When I was growing up, our family went to church most Sundays knowing dinner was still running around in the chicken pen.
Whether we got out at noon or 1 o’clock, the family tackled the necessary chores to put dinner on the table. Dad or one of my brothers caught the chickens. Mom put water on to boil and went to the cellar for vegetables and fruit. My older sisters, four of them until they started getting married, peeled potatoes and helped prepare other side dishes. Dad or a brother killed the fryers, dunked them in boiling water, plucked them, and over an open flame burned off pinfeathers.Mom washed and cut up the chickens, immersed them in flour, salt and pepper, and slithered the pieces into the frying pan. The aroma filled the comfortable two-story house.
As the youngest, I helped set the table and fill the glasses.

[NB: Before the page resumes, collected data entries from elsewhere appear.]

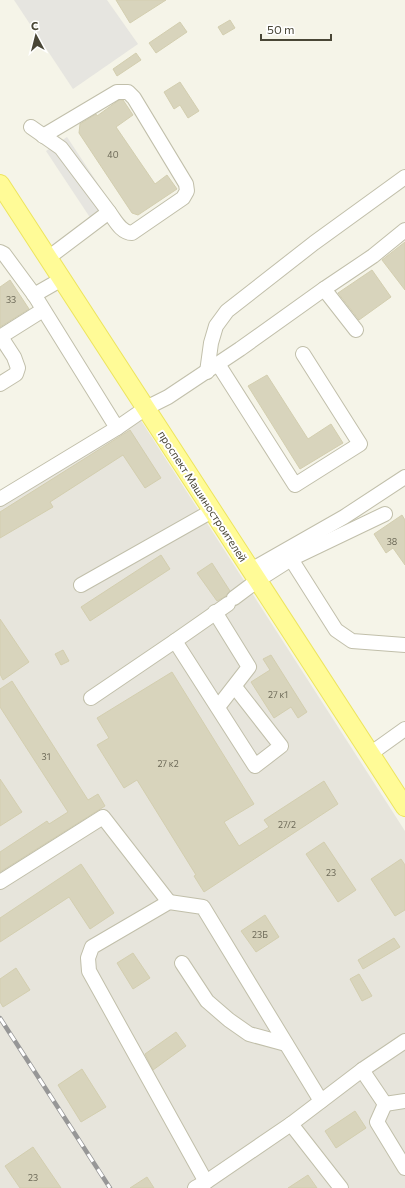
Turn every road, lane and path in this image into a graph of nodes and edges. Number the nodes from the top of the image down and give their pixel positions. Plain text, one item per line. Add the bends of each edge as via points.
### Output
1 (31, 127) dead end
2 (43, 136) junction
3 (405, 177) edge
4 (0, 184) edge
5 (109, 212) junction
6 (405, 230) edge
7 (0, 252) edge
8 (48, 258) junction
9 (62, 279) junction
10 (324, 289) junction
11 (34, 295) junction
12 (43, 310) junction
13 (356, 330) dead end
14 (0, 337) edge
15 (302, 354) dead end
16 (213, 368) junction
17 (0, 384) edge
18 (146, 408) junction
19 (117, 428) junction
20 (405, 477) edge
21 (0, 499) edge
22 (212, 511) junction
23 (385, 514) dead end
24 (291, 559) junction
25 (254, 575) junction
26 (81, 586) dead end
27 (215, 612) junction
28 (175, 641) junction
29 (405, 645) edge
30 (235, 687) junction
31 (91, 698) dead end
32 (218, 707) junction
33 (405, 729) edge
34 (370, 754) junction
35 (405, 807) edge
36 (0, 882) edge
37 (170, 902) junction
38 (182, 963) dead end
39 (405, 1041) edge
40 (286, 1044) junction
41 (362, 1070) junction
42 (405, 1100) edge
43 (321, 1101) junction
44 (385, 1104) junction
45 (291, 1124) junction
46 (405, 1168) edge
47 (201, 1185) edge
48 (340, 1188) edge

1 - 2 lane
2 - 5 lane via 61,148
2 - 5 lane via 117,92 128,92 134,98 186,184 187,191 183,198 132,233 121,228
3 - 16 lane via 314,243 227,311 216,326 210,343
4 - 8 main road, проспект Машиностроителей
5 - 8 lane
6 - 10 lane via 377,260
7 - 11 lane
8 - 9 main road, проспект Машиностроителей
9 - 11 lane
9 - 18 main road, проспект Машиностроителей
10 - 13 lane
10 - 16 lane
11 - 12 lane
12 - 14 lane
12 - 19 lane
14 - 17 lane via 18,368 16,374
15 - 16 lane via 360,444 295,485
16 - 18 lane
18 - 19 lane
18 - 22 main road, проспект Машиностроителей
19 - 21 lane
20 - 25 lane
22 - 25 main road, проспект Машиностроителей
22 - 26 lane
23 - 24 lane
24 - 25 lane
24 - 29 lane via 336,630 352,641
25 - 27 lane via 231,601
25 - 34 main road, проспект Машиностроителей
27 - 28 lane
27 - 30 lane via 249,667
28 - 31 lane
28 - 32 lane
30 - 32 lane
30 - 32 lane via 281,746 256,766
33 - 34 lane
34 - 35 main road, проспект Машиностроителей
36 - 37 lane via 103,817
37 - 40 lane via 203,907
37 - 47 lane via 92,947 88,958 89,971
38 - 40 lane via 207,1001 228,1020 249,1034
39 - 41 lane
40 - 43 lane
41 - 43 lane
41 - 44 lane
42 - 44 lane
43 - 45 lane
44 - 46 lane via 377,1122
45 - 47 lane
45 - 48 lane

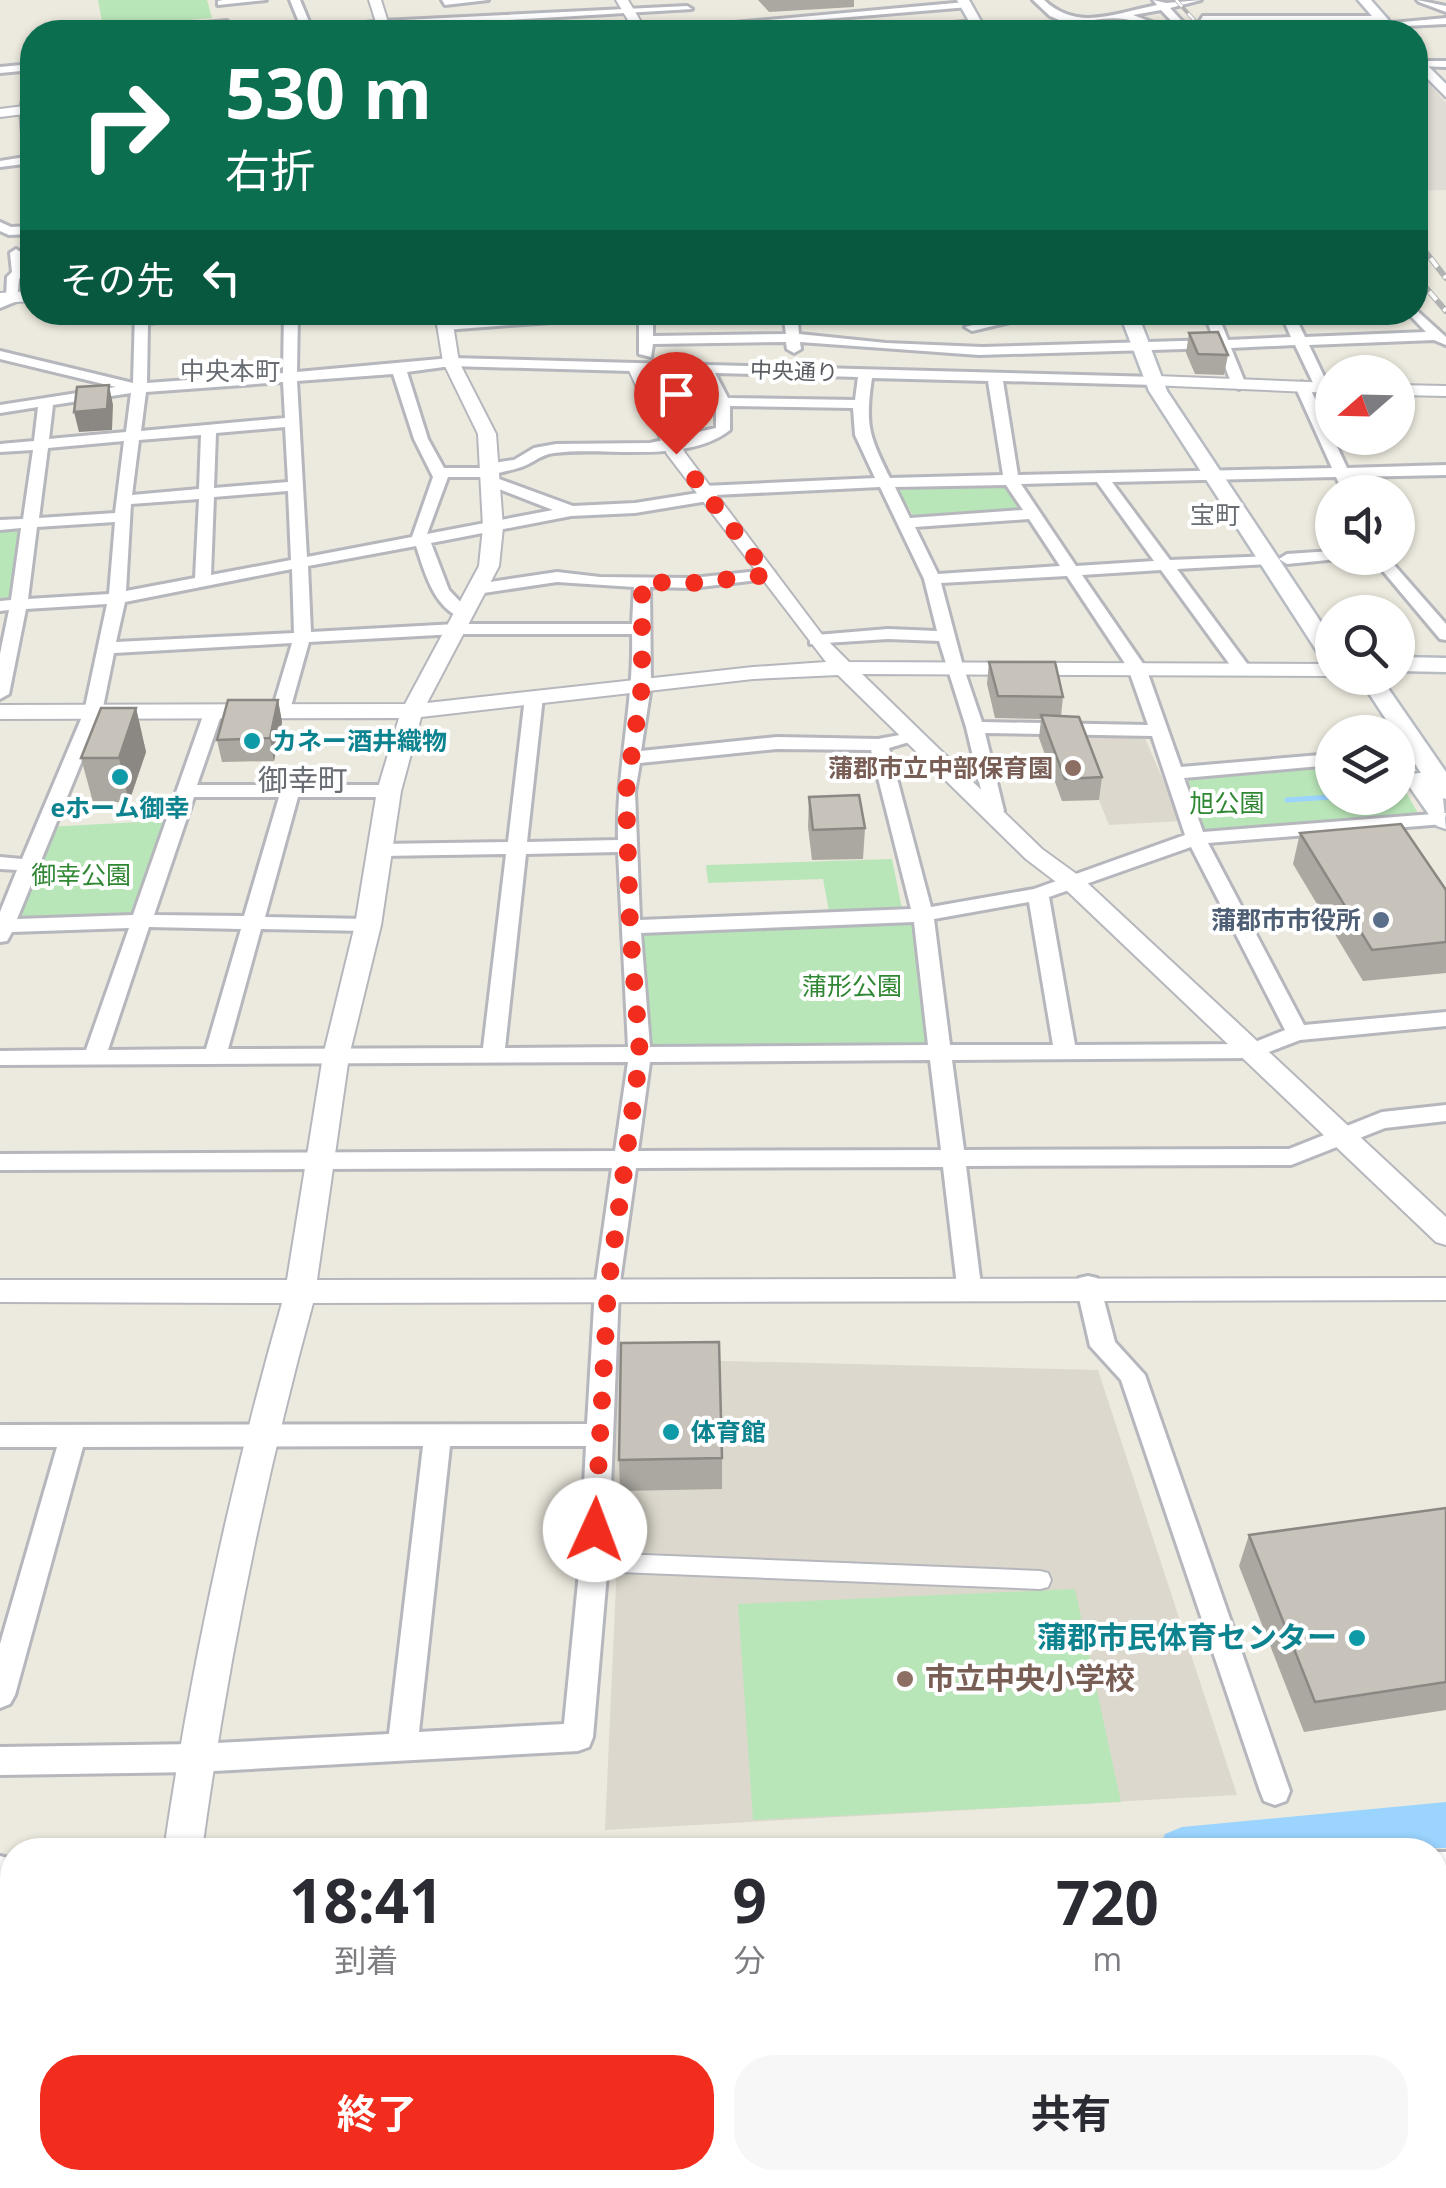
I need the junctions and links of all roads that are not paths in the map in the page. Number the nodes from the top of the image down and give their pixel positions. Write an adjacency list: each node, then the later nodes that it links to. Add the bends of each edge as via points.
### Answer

Often friends, relatives, preachers or missionaries joined the 10 of us for dinner. After someone prayed, Mom glanced around at each child and said, “FHB.” Translation: “Family Hold Back. Don’t take all the food before our guests have some.”
Since I was the youngest, I usually got a meaty “wishbone” which you don’t see when you buy a cut-up chicken today. Mom always ate the chicken’s tailpiece.
“I like it,” she’d say with a smile.
It was a bony piece, and none of us liked the idea of eating the “last piece over the fence.”
Years later, after I became a mother, I understood why Mom loved the tailpiece. It was because she loved us and wanted us to have the meatier parts.
Sacrifice is just part of love. Jesus gave us that example when he sacrificed Heaven and came to earth to suffer and die so that we could have eternal life. “We love Him because He first loved us” (1 John 4:19).
I’ve always been a little like the chicken’s tail piece—last in many ways, and not the most beautiful and desirable. But Somebody loves me anyway.